Un anno prima, il 3 febbraio 1991 al congresso di Rimini, il Partito comunista era confluito nel Partito democratico della sinistra (Pds). L’ex sindaco di Vigevano Luigi Bertone ne è il segretario provinciale. Due giorni dopo l’arresto di Inzaghi e Girani, al quotidiano locale Bertone dichiara che, di fronte a una storia così grave, andava fatta giustizia, invitando a «ricostruire nuove regole» perché l’accaduto non poteva essere liquidato «come un semplice incidente». Il democristiano Girani si mantiene zitto e cheto (vuoterà il sacco solo due mesi dopo) anche se lì per lì si assume ogni responsabilità contabile in quanto amministratore del partito, offrendo così più di un paracadute al segretario provinciale Luigino Maggi.
Più loquace un frastornato nonché “pentito” Inzaghi. Per le mazzette al Policlinico accusa Girani di essere stato «il referente della Democrazia cristiana e di tutti i partiti» dando addosso altresì al suo segretario politico: «Avevo ricevuto l’incarico di seguire l’attività di Girani e di informare lo stesso Bertone del progredire di tutte le pratiche che avrebbero avuto un ritorno economico per il mio partito [...] Bertone svolgeva il ruolo di collettore del denaro destinato a finanziare il Pds [...] lo stesso Bertone disse a me e a Milani che il referente per ricevere il denaro delle tangenti del Policlinico era, per il Pds come per la Dc e il Psi, Giuseppe Girani. [...] In più occasioni Girani si è recato presso la federazione Pci/Pds, rivolgendosi direttamente a Bertone, sia per consegnare denaro sia per discutere di problemi in generale».

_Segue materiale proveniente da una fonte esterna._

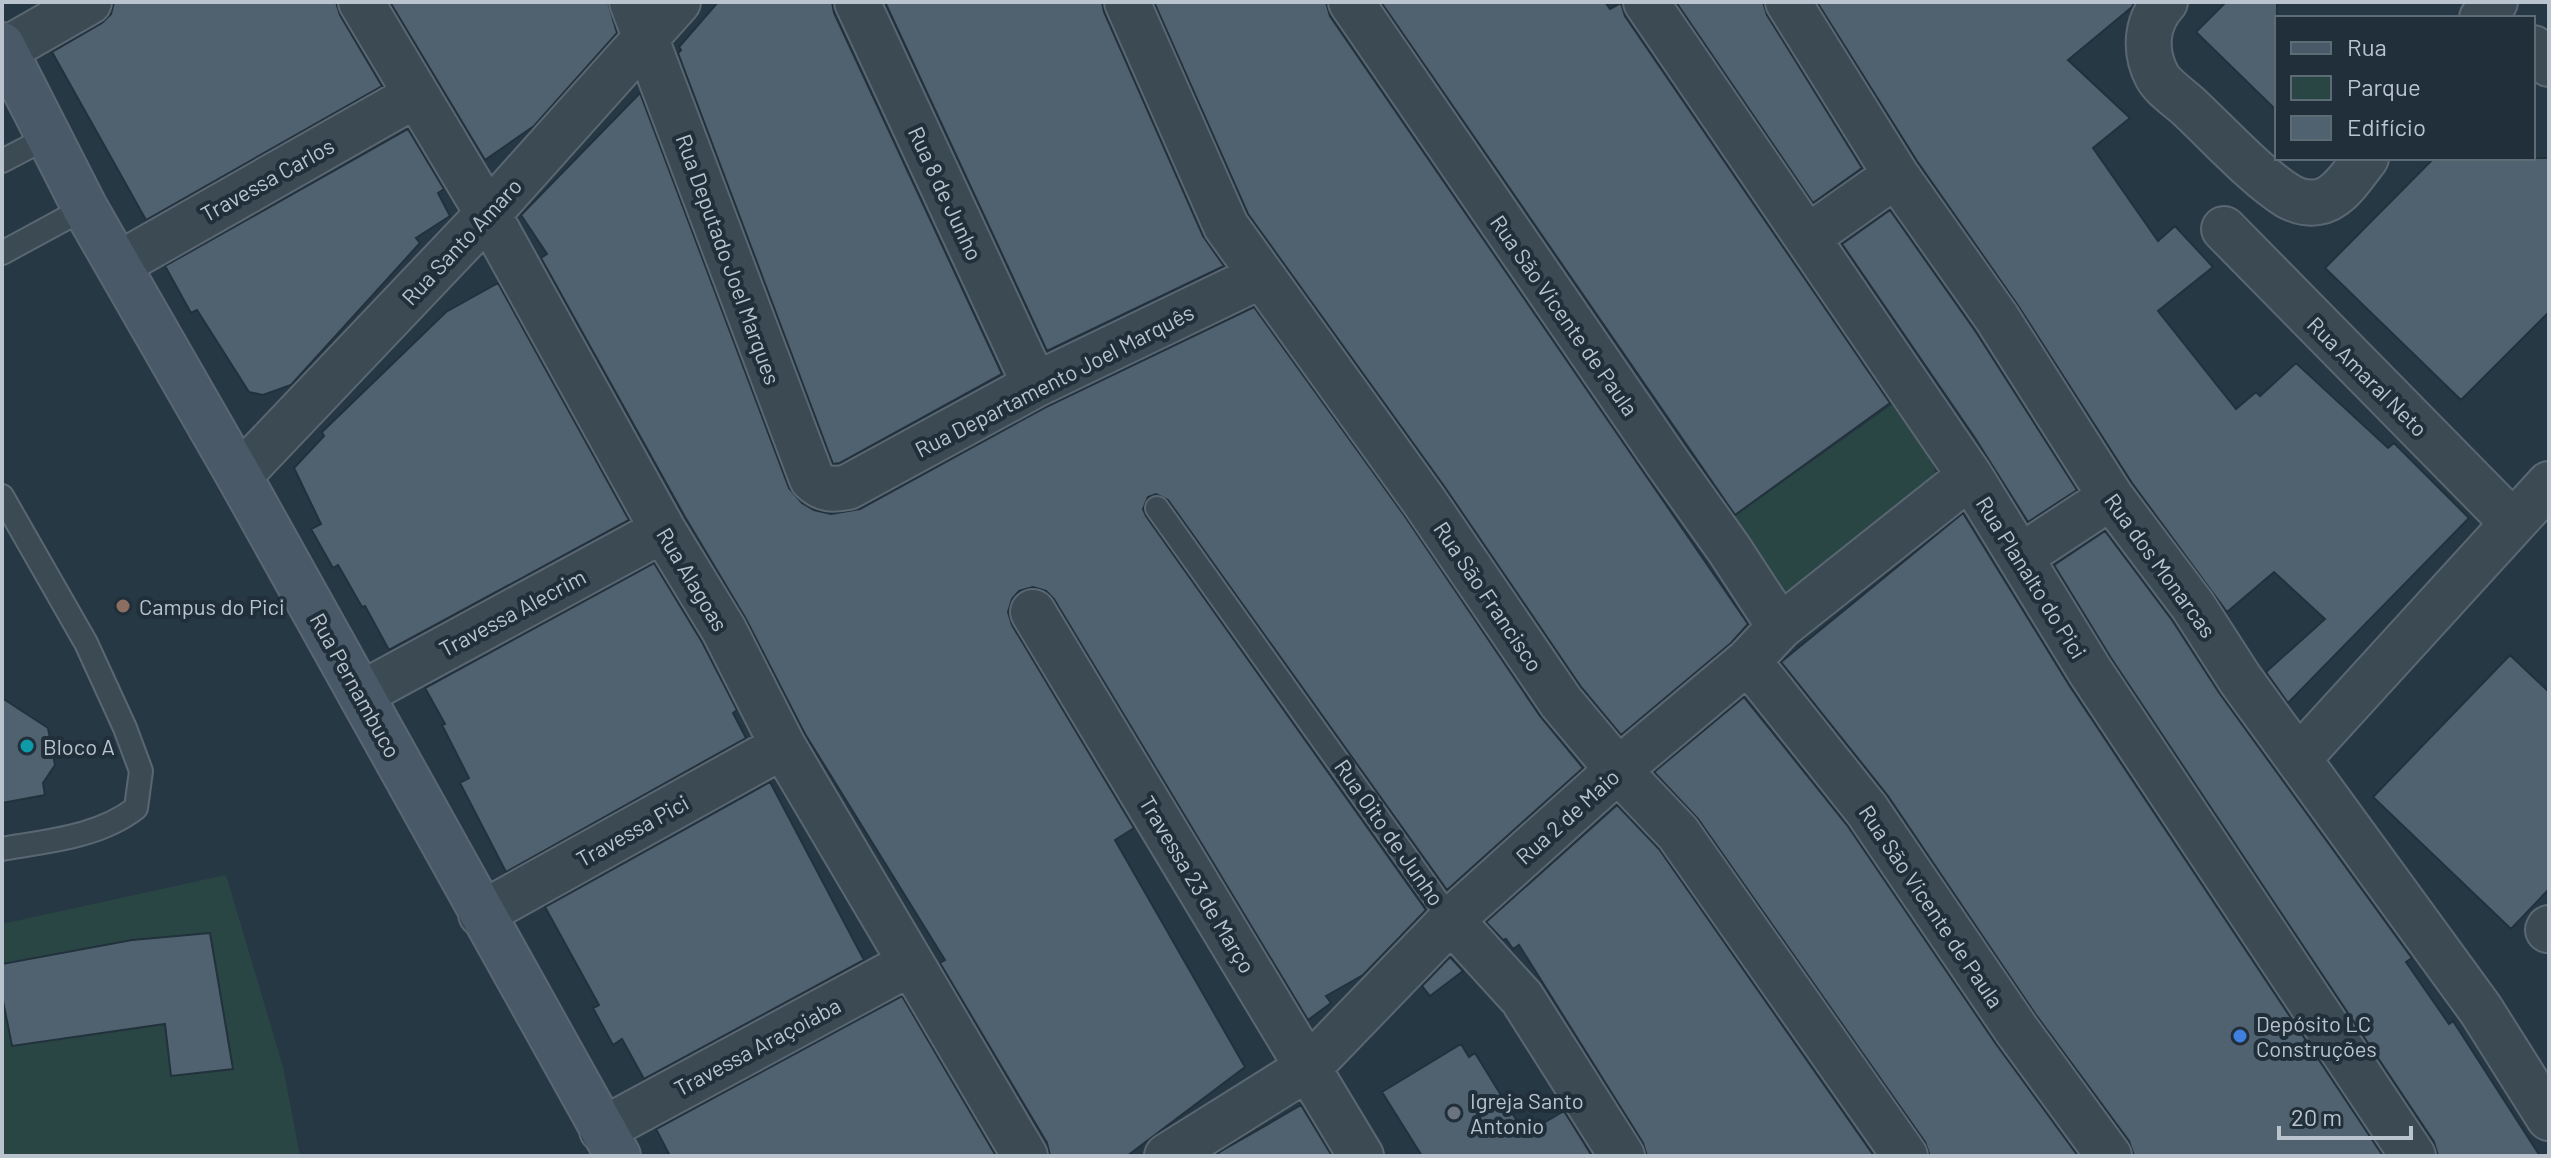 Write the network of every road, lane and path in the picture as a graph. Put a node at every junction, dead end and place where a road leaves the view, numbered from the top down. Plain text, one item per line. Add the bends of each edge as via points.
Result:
1 (89, 2) edge
2 (361, 2) edge
3 (678, 2) edge
4 (857, 2) edge
5 (1127, 2) edge
6 (1351, 2) edge
7 (1646, 2) edge
8 (1788, 2) edge
9 (2165, 2) edge
10 (640, 19) edge
11 (3, 47) edge
12 (416, 95) junction
13 (50, 136) junction
14 (2364, 160) edge
15 (2, 161) edge
16 (1896, 175) junction
17 (85, 208) junction
18 (488, 214) junction
19 (2224, 229) dead end
20 (1808, 237) junction
21 (2, 253) edge
22 (119, 264) junction
23 (1261, 276) junction
24 (1035, 385) junction
25 (239, 476) junction
26 (1970, 476) junction
27 (2549, 484) edge
28 (848, 487) joint
29 (2, 496) edge
30 (2111, 497) junction
31 (1157, 508) dead end
32 (2513, 523) junction
33 (663, 530) junction
34 (2020, 557) junction
35 (1033, 612) dead end
36 (1780, 627) junction
37 (1748, 661) junction
38 (361, 694) junction
39 (783, 746) junction
40 (2298, 759) junction
41 (1618, 770) junction
42 (2, 849) edge
43 (481, 914) junction
44 (1451, 920) junction
45 (911, 963) junction
46 (1309, 1067) junction
47 (2549, 1118) edge
48 (610, 1143) edge
49 (1025, 1156) edge
50 (1167, 1156) edge
51 (1361, 1156) edge
52 (1622, 1156) edge
53 (1905, 1156) edge
54 (2109, 1156) edge
55 (2413, 1156) edge

1 - 11 street
2 - 12 street, Rua Alagoas
3 - 10 street, Rua Santo Amaro
4 - 24 street, Rua 8 de Junho
5 - 23 street, Rua São Francisco via 1226,226
6 - 36 street, Rua São Vicente de Paula
7 - 20 street, Rua Planalto do Pici
8 - 16 street, Rua dos Monarcas
9 - 14 street via 2155,12 2148,37 2158,78 2276,187 2304,203 2318,202 2340,190
10 - 18 street, Rua Santo Amaro
10 - 28 street, Rua Deputado Joel Marques via 812,479 828,489
11 - 13 street, Rua Pernambuco
12 - 18 street, Rua Alagoas
12 - 22 street, Travessa Carlos
13 - 15 lane
13 - 17 street, Rua Pernambuco
16 - 20 street
16 - 30 street, Rua dos Monarcas via 1997,318
17 - 21 lane
17 - 22 street, Rua Pernambuco
18 - 25 street, Rua Santo Amaro
18 - 33 street, Rua Alagoas
19 - 32 street, Rua Amaral Neto
20 - 26 street, Rua Planalto do Pici
22 - 25 street, Rua Pernambuco
23 - 24 street, Rua Departamento Joel Marquês
23 - 41 street, Rua São Francisco via 1561,702
24 - 28 street, Rua Departamento Joel Marquês
25 - 38 street, Rua Pernambuco
26 - 34 street, Rua Planalto do Pici
26 - 36 street, Rua 2 de Maio
27 - 32 street
29 - 42 lane via 86,643 141,771 136,808 123,818 65,839
30 - 34 street
30 - 40 street, Rua dos Monarcas
31 - 44 lane, Rua Oito de Junho
32 - 40 street
33 - 38 street, Travessa Alecrim
33 - 39 street, Rua Alagoas via 724,630
34 - 55 street, Rua Planalto do Pici via 2090,671
35 - 46 street, Travessa 23 de Março
36 - 37 street, Rua 2 de Maio
37 - 41 street, Rua 2 de Maio
37 - 54 street, Rua São Vicente de Paula via 1867,810
38 - 43 street, Rua Pernambuco
39 - 43 street, Travessa Pici
39 - 45 street, Rua Alagoas
40 - 47 street, Rua dos Monarcas via 2481,1010
41 - 44 street, Rua 2 de Maio
41 - 53 street, Rua São Francisco via 1678,833
43 - 48 street, Rua Pernambuco
44 - 46 street, Rua 2 de Maio
44 - 52 street, Rua Oito de Junho via 1522,998
45 - 48 street, Travessa Araçoiaba
45 - 49 street, Rua Alagoas
46 - 50 street, Rua 2 de Maio
46 - 51 street, Travessa 23 de Março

Di fronte al pm Vincenzo Calia, Inzaghi aggiunge che la tangente pagata dalla Ivces venne subito consegnata «direttamente a Bertone». E ancora: dal segretario provinciale della Quercia «mi fu chiesto se, nell’ambito dei programmi di edilizia ospedaliera del San Matteo, era possibile affidare alcuni lavori a CoopSette, che era stata indicata a Bertone dagli organi regionali del partito». Secondo Inzaghi, «Bertone si era particolarmente impegnato nel risolvere il problema dei ritardi nel rilascio delle concessioni edilizie per la realizzazione della nuova Ematologia».
Nell’aprile 1990 Bertone era assessore comunale pavese all’Urbanistica. C’era da ristrutturare l’ex padiglione “contagiosi” – l’attuale clinica di Ematologia – da parte della Ivces per un importo indicato in tre miliardi di lire (infine se ne spenderanno tredici!) e il presidente Trespi chiede al Comune l’aumento dell’indice di utilizzazione fondiaria, in deroga al Piano regolatore. L’approvazione, nel febbraio 1991, «consentirà al San Matteo di edificare su 17.000 metri quadrati fuori dalle regole del Piano regolatore», come sottolineano gli autori di Mala Pavia.
Il 4 giugno 1992 Bertone si ritrova in carcere insieme a democristiani, socialisti e altri comunisti, accusato di corruzione, concussione e associazione a delinquere. Lo denuncia anche Girani: «Ho portato io a Bertone una quota dei 100 milioni della Ivces (20 milioni in contanti). In quell’occasione dissi a Bertone che per i successivi versamenti avrebbe dovuto pensarci direttamente Inzaghi, che nel frattempo mi era stato indicato da Bertone come colui al quale avrei dovuto consegnare i soldi per il Pci».
Nonostante le ricostruzioni circostanziate, Bertone si è sempre dichiarato estraneo alla vicenda, così come Armelino Milani.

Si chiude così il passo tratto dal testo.